2-HoyranC

A World Without God

Most of the people that I know who claim there is no God have never investigated the issue. They believe there is no God because others have told them so. Maybe it was their friends or parents or perhaps a teacher. And I suspect those people themselves had never investigated God’s existence. For those who neglect the research, the opinions of others become the measure of reality.

That was my experience as well. I did not come from a religious family. When I went to college (Penn State), I did not have the matter settled in my mind. I majored in biology and over the next four years listened to theories about how the world atheistically evolved into the complexity and diversity of life that we see today. In addition to the numerous biology classes for my major, I also took classes in astronomy, chemistry, geology, physics and anthropology. The science in these classes made sense, but when the topic turned to the origins of life or the cosmos, the theories were lame. There were too many inexplicable leaps of logic that made little sense or could not be adequately explained. While I majored in biology, I concentrated on genetics and here the problems were magnified. Genetic change is the foundation of atheistic evolution and, in my mind, it was practically impossible for these changes to bring about a progressive upward development of life without God being somehow involved. That belief did not bring about a conversion at that time. I was surrounded by professors and fellow students who had swallowed the whole atheistic thing. I thought that perhaps they knew something that I had missed. If this was as certain as they claimed, there must be more to the story.

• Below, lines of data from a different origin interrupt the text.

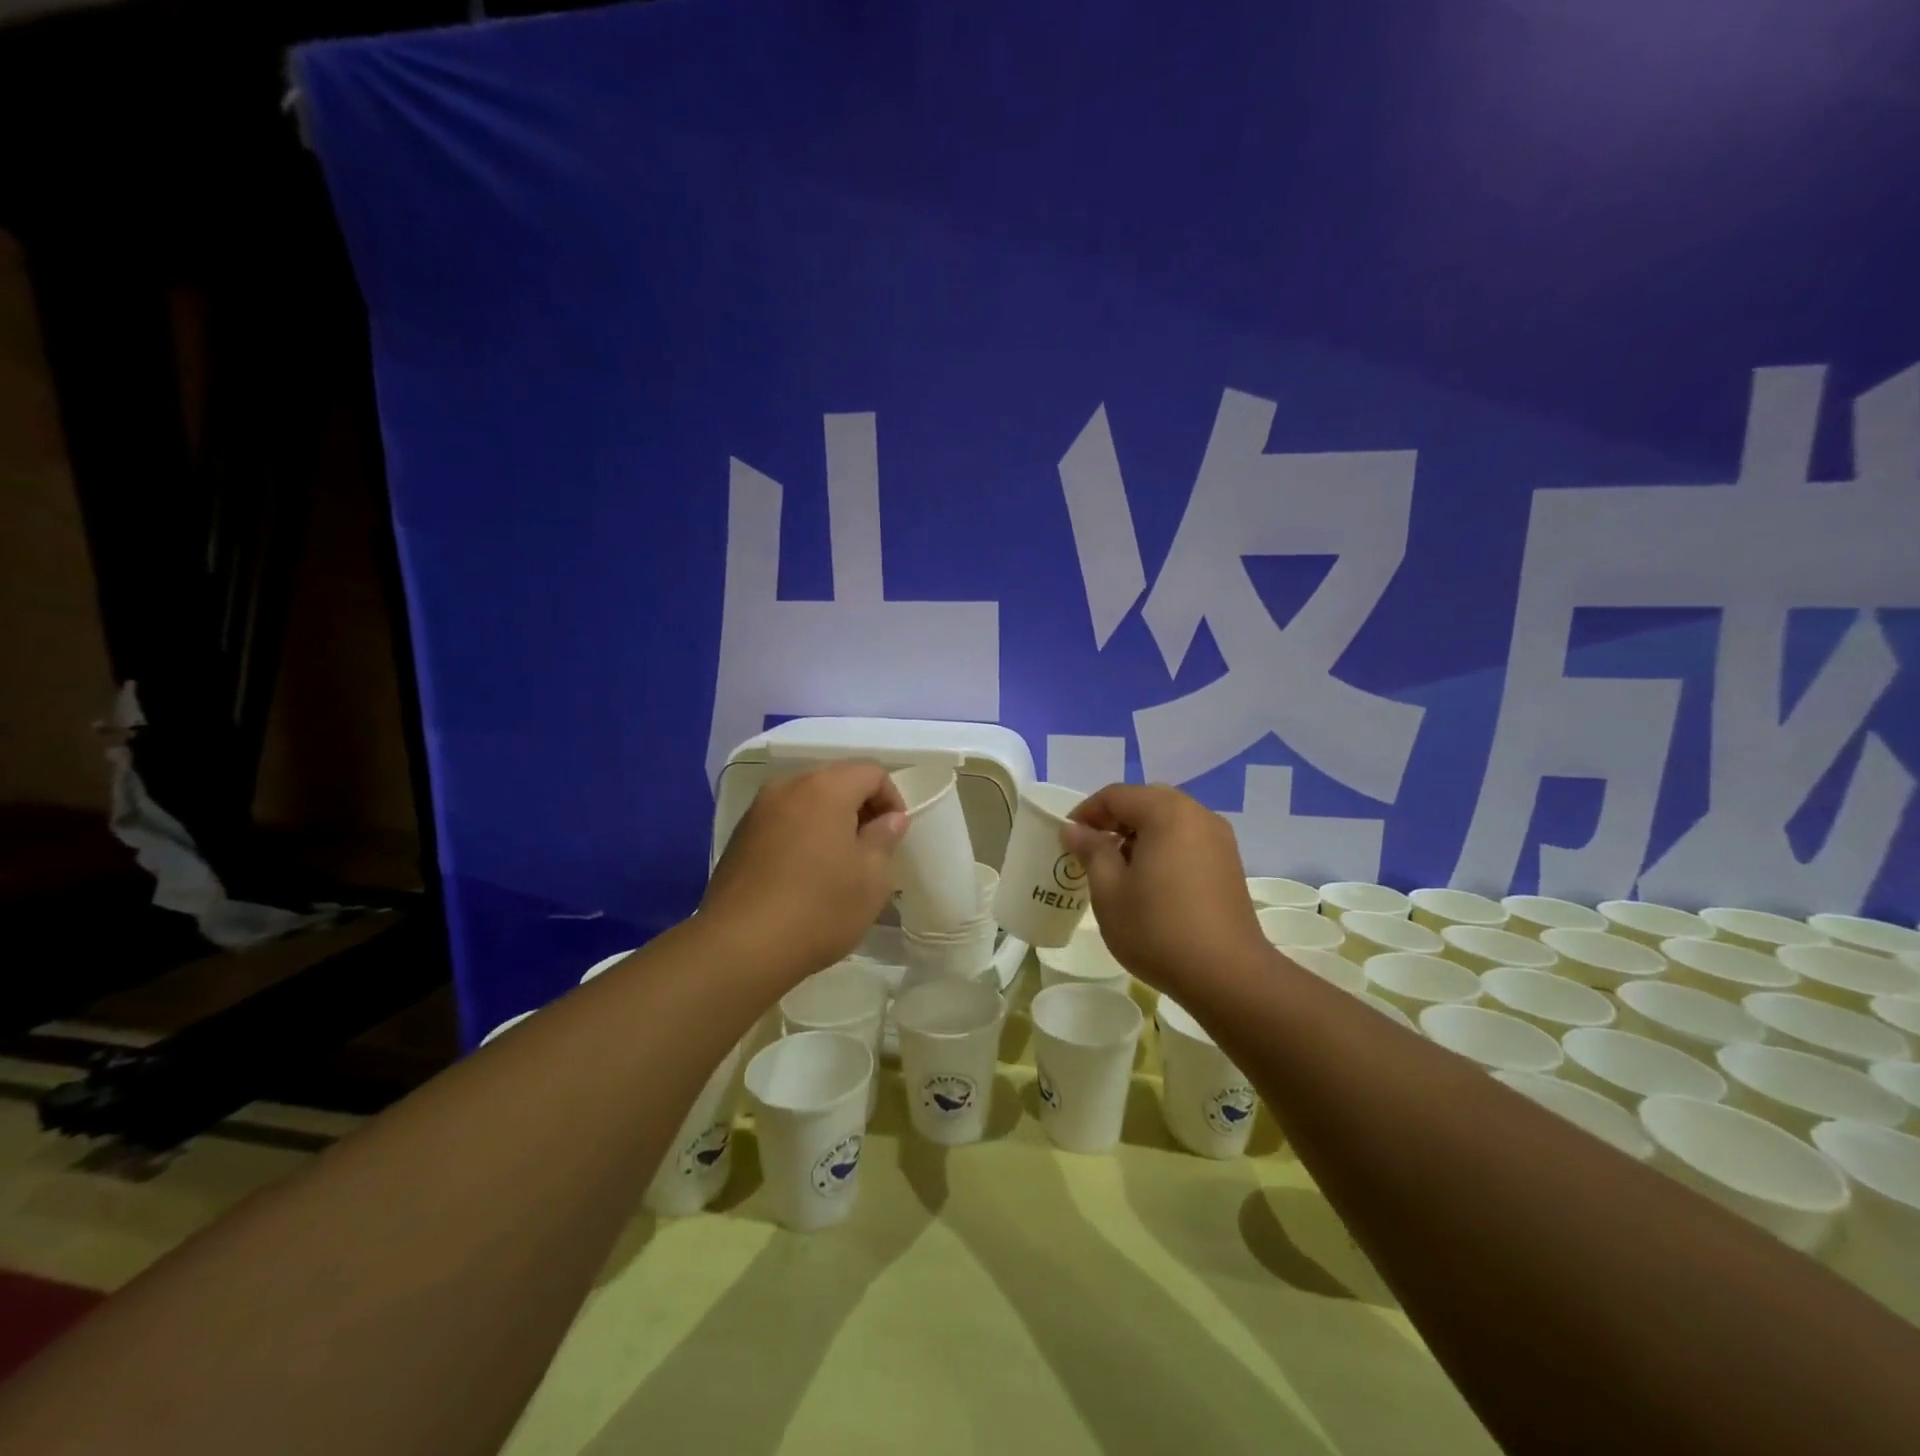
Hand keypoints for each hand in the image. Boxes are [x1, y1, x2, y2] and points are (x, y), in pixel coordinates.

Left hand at [701, 760, 908, 978]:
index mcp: (825, 789)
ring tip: (838, 862)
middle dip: (859, 806)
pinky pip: (782, 821)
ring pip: (806, 800)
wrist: (741, 947)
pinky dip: (802, 834)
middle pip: (835, 779)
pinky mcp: (739, 837)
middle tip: (871, 847)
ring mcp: (758, 811)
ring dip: (829, 820)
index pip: (871, 772)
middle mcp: (788, 788)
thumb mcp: (871, 878)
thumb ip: (884, 838)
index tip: (895, 835)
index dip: (891, 798)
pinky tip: (805, 874)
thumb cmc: (819, 908)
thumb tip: (890, 818)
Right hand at [1062, 784, 1266, 996]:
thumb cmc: (1157, 928)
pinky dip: (1163, 847)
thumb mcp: (1109, 890)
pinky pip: (1187, 839)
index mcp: (1167, 812)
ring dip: (1139, 834)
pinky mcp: (1228, 864)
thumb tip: (1075, 829)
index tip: (1067, 839)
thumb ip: (1091, 851)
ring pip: (1169, 820)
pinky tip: (1151, 882)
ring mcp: (1219, 839)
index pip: (1116, 795)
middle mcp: (1198, 814)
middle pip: (1146, 801)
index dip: (1086, 813)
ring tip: (1119, 868)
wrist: (1227, 975)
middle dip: (1114, 820)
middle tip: (1092, 850)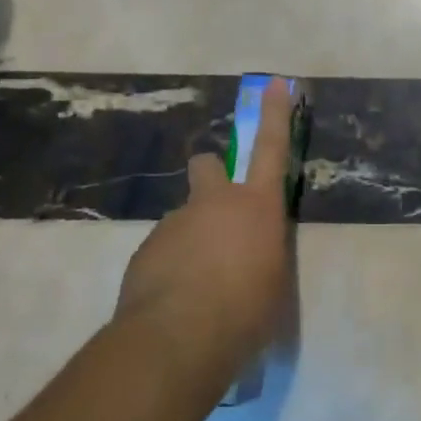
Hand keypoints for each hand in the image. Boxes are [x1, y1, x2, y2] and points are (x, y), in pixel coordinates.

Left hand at [115, 78, 298, 386]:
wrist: (177, 338)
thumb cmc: (247, 311)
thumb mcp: (275, 283)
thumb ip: (264, 256)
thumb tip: (253, 257)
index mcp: (256, 206)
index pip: (272, 147)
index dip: (275, 113)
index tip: (273, 82)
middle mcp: (214, 203)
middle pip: (208, 165)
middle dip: (212, 174)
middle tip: (217, 211)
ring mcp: (174, 224)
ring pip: (184, 217)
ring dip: (192, 238)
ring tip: (197, 286)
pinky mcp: (145, 250)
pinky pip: (163, 250)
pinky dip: (170, 267)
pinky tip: (174, 301)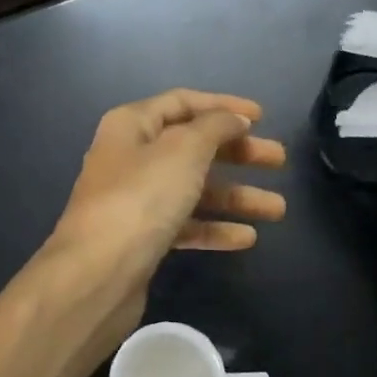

After I graduated from Penn State, God began to disclose himself to me in subtle ways. I was not looking for God, but the evidence for God’s existence cropped up in unexpected places. I’ve learned that God will not foist himself upon anyone, but for those who inquire, God will respond. At a police station where I was working, I borrowed a book entitled Life after Life (1975) by Raymond Moody. Moody was a psychologist and physician who studied near death experiences. These were cases where people were pronounced clinically dead but had somehow survived. The patients reported similar experiences of afterlife encounters with God. The similarity of these encounters from such a variety of people (many of whom were not religious) struck me as authentic.

Sometime later another book fell into my lap (I do not recall how). Robert Jastrow, was an astronomer, NASA scientist and former director of the Goddard Institute for Space Studies. As a professed agnostic, Jastrow wrote God and the Astronomers (1978). This book really hit home for me, since he was the first scientist who, in my opinion, honestly addressed some of the questions that had puzzled me. At the end of the book Jastrow claimed: “For the scientist who has lived by his faith in the power of reason, the story ends like a bad dream. He has scaled the mountain of ignorance; he is about to conquer the highest peak; as he pulls himself over the final rock, he is greeted by a band of theologians who have been sitting there for centuries.” . . . . . After some thought, I sat down on the mountain with them. I love sitting at the top of the mountains. It may take a lot of work to get there, but the view from the top is breathless.